EXERCISE GOAL: Count the lines below that carry the word "Write". Answer with that number alone.

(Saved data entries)
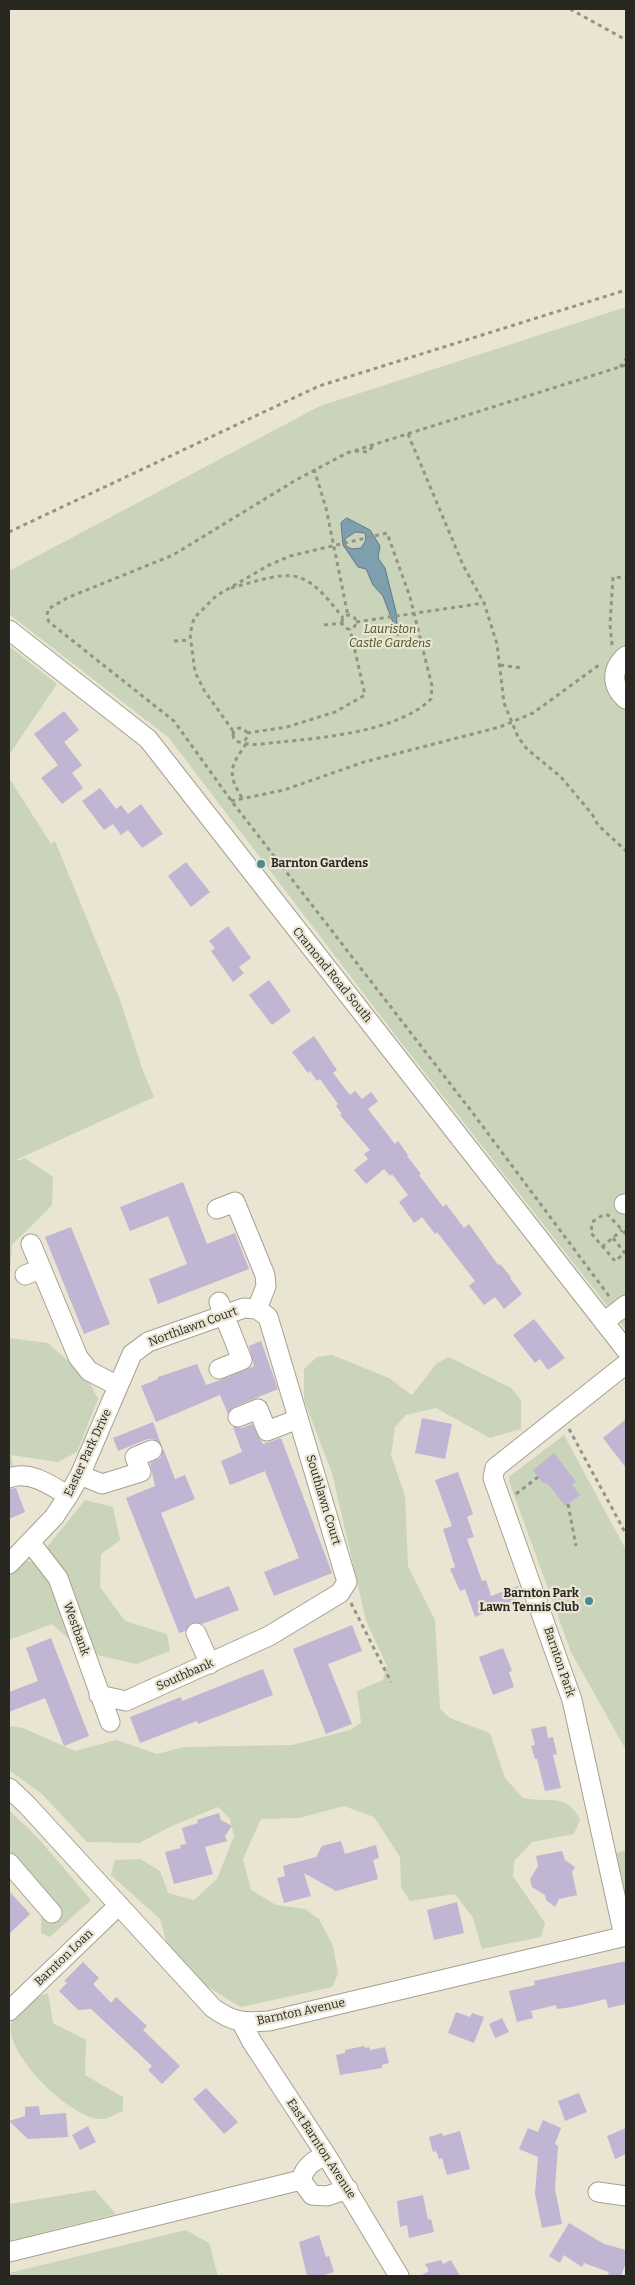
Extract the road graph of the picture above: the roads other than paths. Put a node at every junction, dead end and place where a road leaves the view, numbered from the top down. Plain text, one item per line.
1 (9, 630) edge
2 (624, 656) edge
3 (626, 699) edge
4 (217, 1209) dead end
5 (31, 1244) dead end
6 (623, 1307) edge
7 (222, 1309) junction
8 (257, 1309) junction
9 (604, 1322) junction
10 (626, 1350) edge
11 (132, 1354) joint
12 (626, 1364) edge
13 (219, 1369) dead end
14 (118, 1386) junction
15 (238, 1417) dead end
16 (298, 1418) junction
17 (152, 1450) dead end
18 (80, 1475) junction
19 (9, 1478) edge
20 (68, 1496) junction
21 (30, 1542) junction
22 (9, 1564) edge
23 (343, 1587) joint
24 (196, 1633) dead end
25 (210, 1664) junction
26 (99, 1695) junction
27 (110, 1722) dead end
28 (9, 1789) edge
29 (9, 1863) edge
30 (119, 1904) junction
31 (52, 1913) dead end
32 (625, 1936) edge
33 (9, 2011) edge
34 (242, 2023) junction
35 (326, 2155) junction
36 (301, 2180) junction
37 (348, 2189) junction
38 (598, 2192) dead end
39 (626, 2196) edge
40 (9, 2252) edge
41 (399, 2276) edge

1 - 9 street, Cramond Road South
2 - 3 street
4 - 8 street
5 - 14 street
6 - 9 street
7 - 8 street, Northlawn Court
7 - 11 street, Northlawn Court
7 - 13 street
8 - 16 street
9 - 10 street, Cramond Road South
11 - 14 street, Easter Park Drive
12 - 32 street, Barnton Park
14 - 18 street, Easter Park Drive
15 - 16 street
16 - 23 street, Southlawn Court
17 - 18 street
18 - 20 street, Easter Park Drive
19 - 20 street
20 - 21 street, Easter Park Drive
21 - 22 street, Easter Park Drive
21 - 26 street, Westbank
23 - 25 street, Southbank
24 - 25 street
25 - 26 street, Southbank
26 - 27 street, Westbank
28 - 30 street, Barnton Avenue
29 - 31 street
30 - 33 street, Barnton Loan
30 - 34 street, Barnton Avenue
32 - 34 street, Barnton Avenue
34 - 35 street, East Barnton Avenue
35 - 36 street
35 - 37 street, East Barnton Avenue
36 - 37 street
36 - 40 street
37 - 41 street, East Barnton Avenue
38 - 39 street

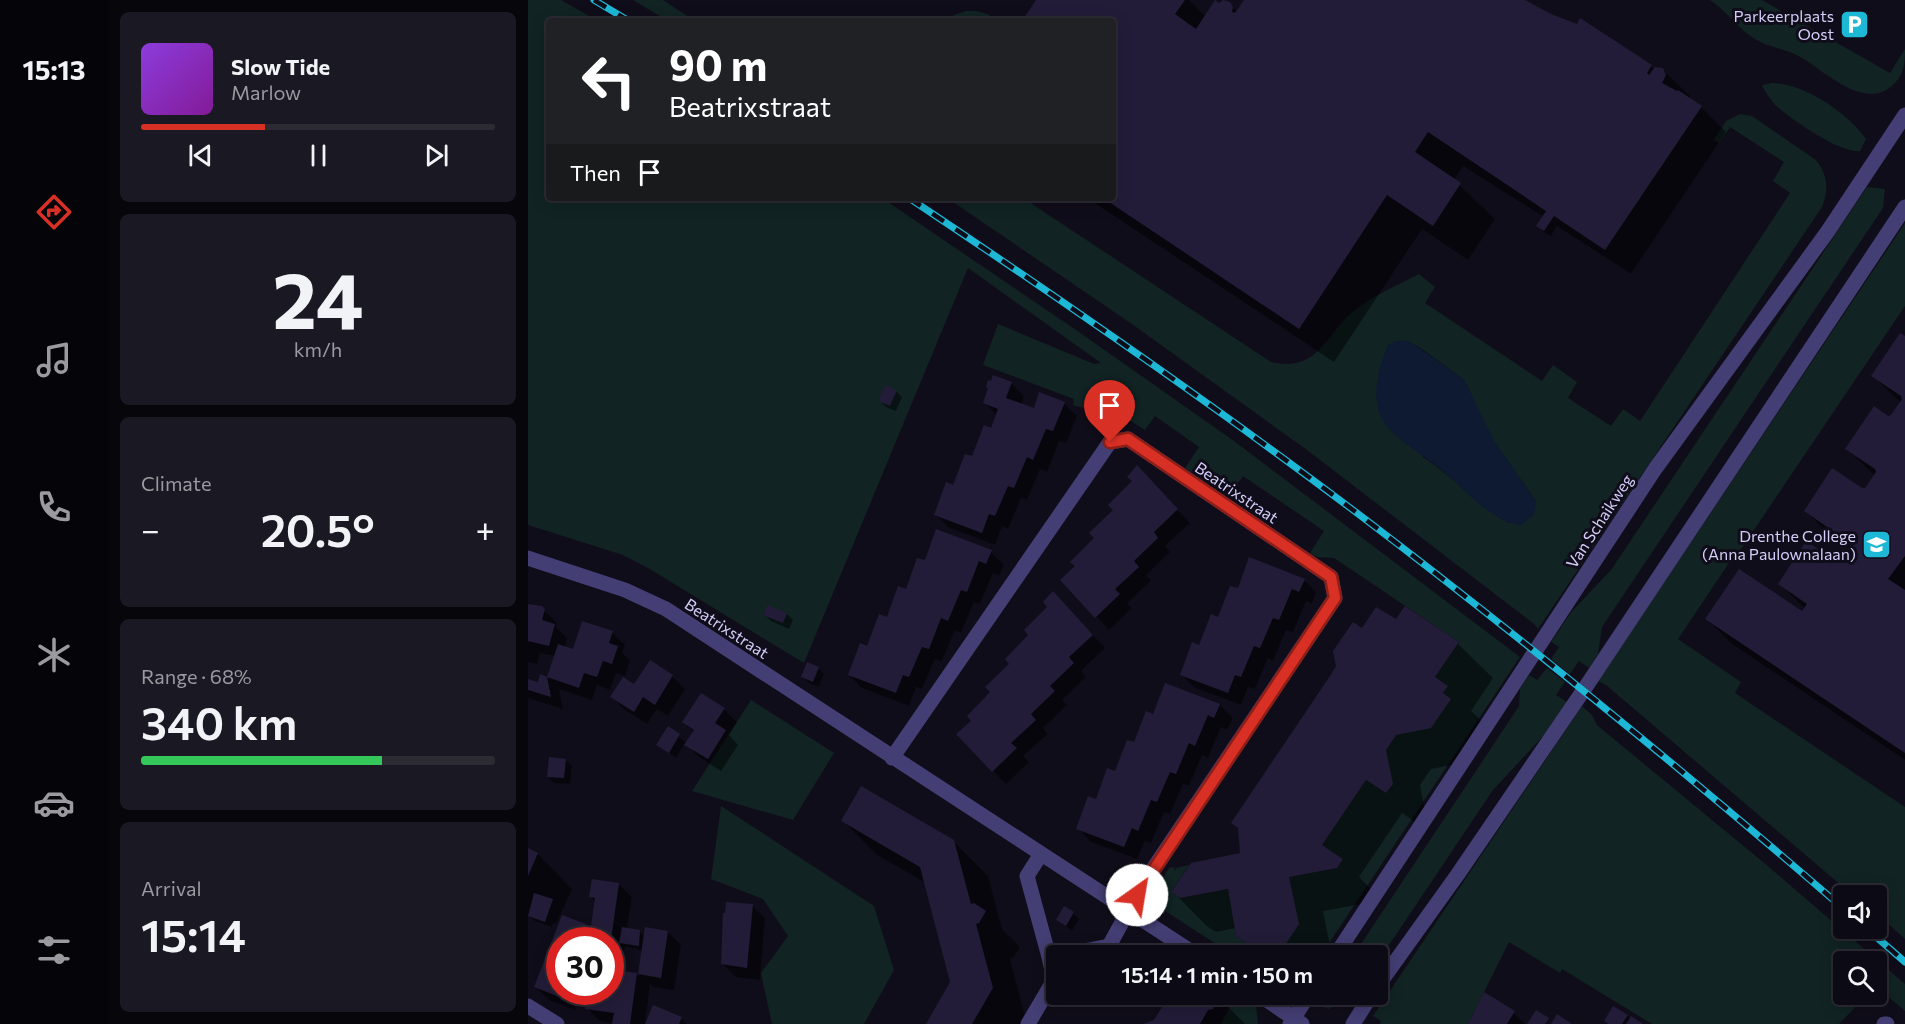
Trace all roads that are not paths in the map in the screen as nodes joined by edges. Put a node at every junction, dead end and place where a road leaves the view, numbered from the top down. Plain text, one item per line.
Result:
1 (1905, 115) edge
2 (1905, 207) edge
3 (528, 558) edge
4 (892, 758) junction
5 (1041, 855) junction
6 (1129, 910) junction
7 (1050, 945) edge
8 (1110, 945) edge
9 (1182, 945) edge
10 (1342, 945) edge
11 (1388, 972) edge
12 (1046, 992) edge
13 (1273, 1005) edge
14 (1304, 1005) edge
15 (1365, 1005) edge
16 (528, 1006) edge
17 (1295, 1022) edge
18 (557, 1024) edge
19 (1028, 1024) edge
20 (1353, 1024) edge

1 - 10 street, Van Schaikweg
2 - 11 street
3 - 4 street, Beatrixstraat
4 - 5 street, Beatrixstraat
4 - 6 street, Beatrixstraat
5 - 6 street, Beatrixstraat
5 - 7 street
6 - 8 street, Beatrixstraat
6 - 9 street, Beatrixstraat
12 - 19 street
13 - 17 street
14 - 17 street
15 - 20 street
16 - 18 street

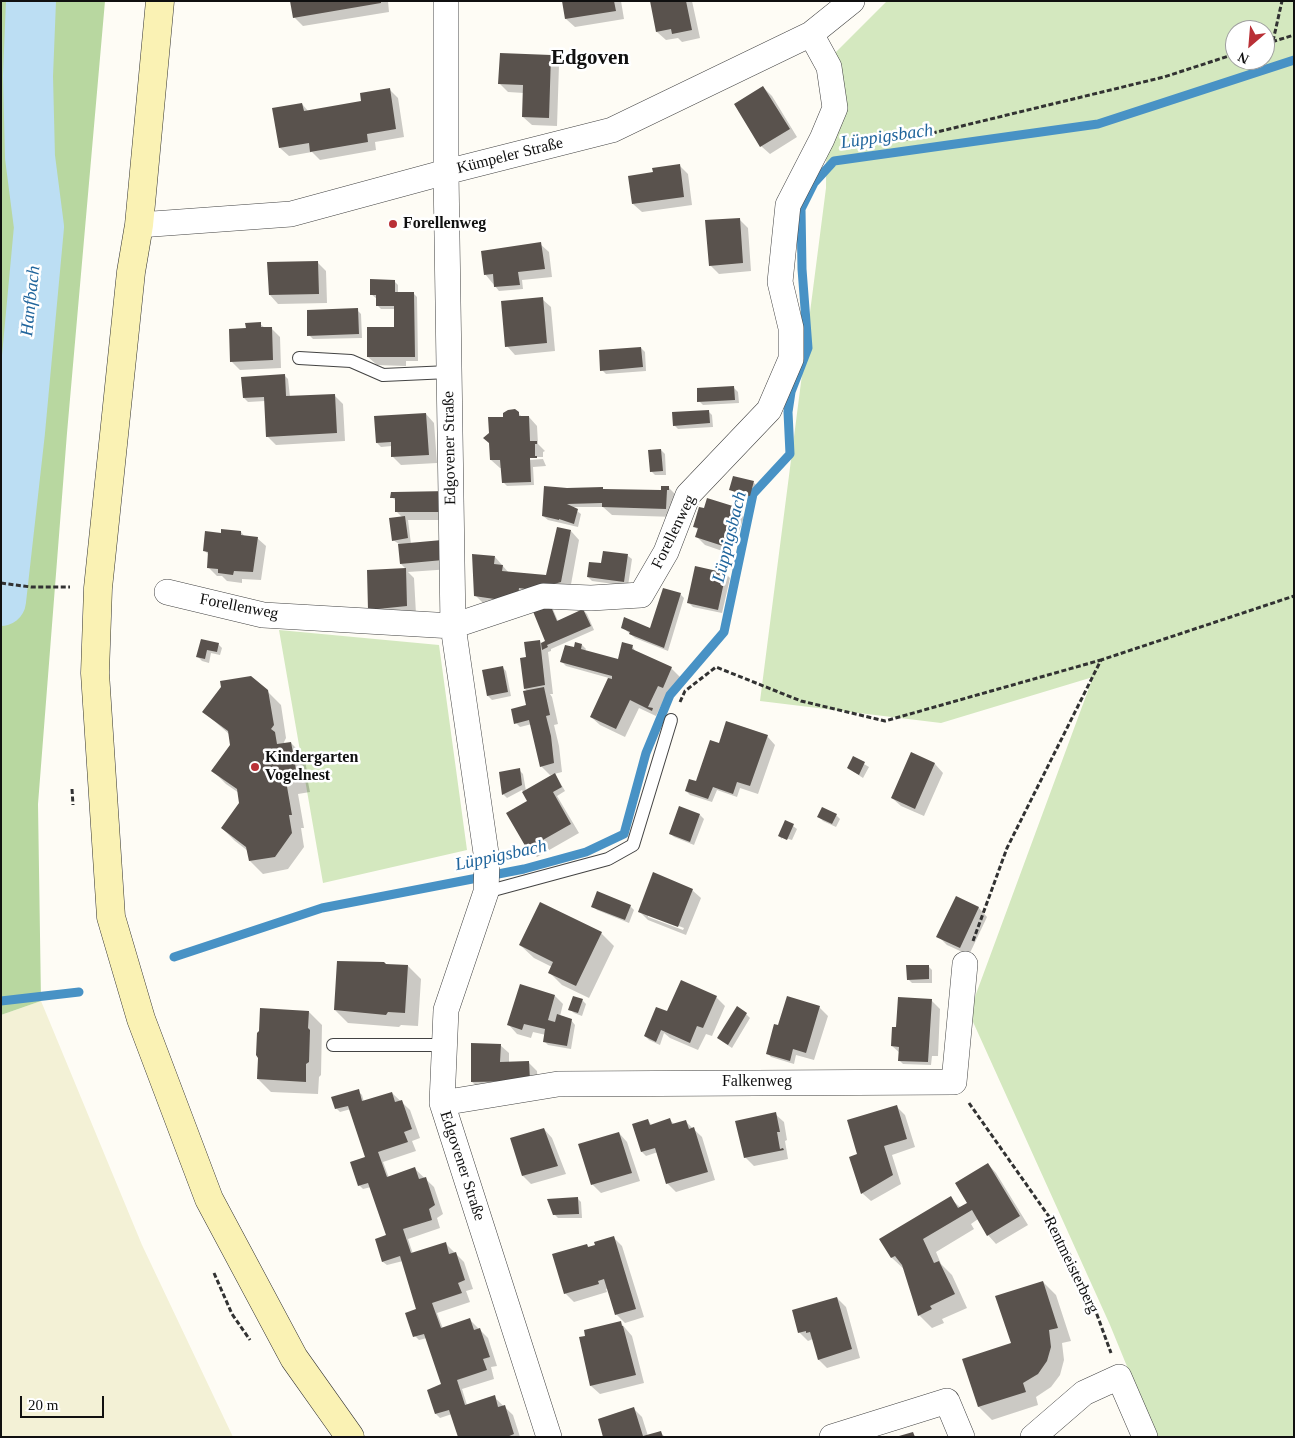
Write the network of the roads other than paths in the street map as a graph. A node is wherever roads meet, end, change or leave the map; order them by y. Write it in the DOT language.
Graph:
graph roads {
  1 [pos="160,1"];
  2 [pos="446,1"];
  3 [pos="852,1"];
  4 [pos="811,34"];
  5 [pos="446,172"];
  6 [pos="139,225"];
  7 [pos="299,358"];
  8 [pos="449,372"];
  9 [pos="167,592"];
  10 [pos="453,626"];
  11 [pos="671,720"];
  12 [pos="486,892"];
  13 [pos="965,964"];
  14 [pos="444,1045"];
  15 [pos="333,1046"];
  16 [pos="442,1103"];
  17 [pos="350,1437"];
  18 [pos="549,1437"];
  19 [pos="832,1437"];
  20 [pos="962,1437"];
  21 [pos="1033,1437"];
  22 [pos="1145,1437"];
  1 -- 6 [label="main road"];
  2 -- 5 [label="street, Edgovener Straße"];
  3 -- 4 [label="street, Kümpeler Straße"];
  4 -- 5 [label="street, Kümpeler Straße"];
  4 -- 10 [label="street, Forellenweg"];
  5 -- 6 [label="street, Kümpeler Straße"];
  5 -- 8 [label="street, Edgovener Straße"];
  6 -- 17 [label="main road"];
  7 -- 8 [label="lane"];
  8 -- 10 [label="street, Edgovener Straße"];
  9 -- 10 [label="street, Forellenweg"];
  10 -- 12 [label="street, Edgovener Straße"];
  11 -- 12 [label="lane"];
  12 -- 14 [label="street, Edgovener Straße"];
  13 -- 16 [label="street, Falkenweg"];
  14 -- 15 [label="lane"];
  14 -- 16 [label="street, Edgovener Straße"];
  16 -- 18 [label="street, Edgovener Straße"];
  19 -- 20 [label="street"];
  21 -- 22 [label="street"];
}
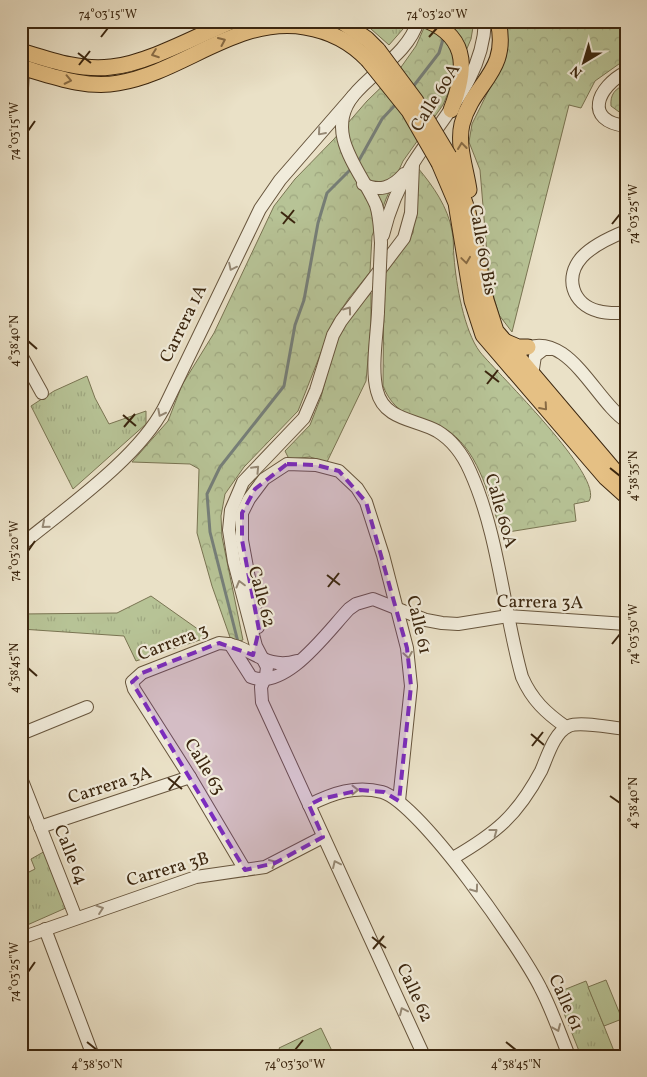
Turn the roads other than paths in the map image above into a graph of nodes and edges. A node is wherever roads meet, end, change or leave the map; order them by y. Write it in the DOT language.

RESPONSE: 2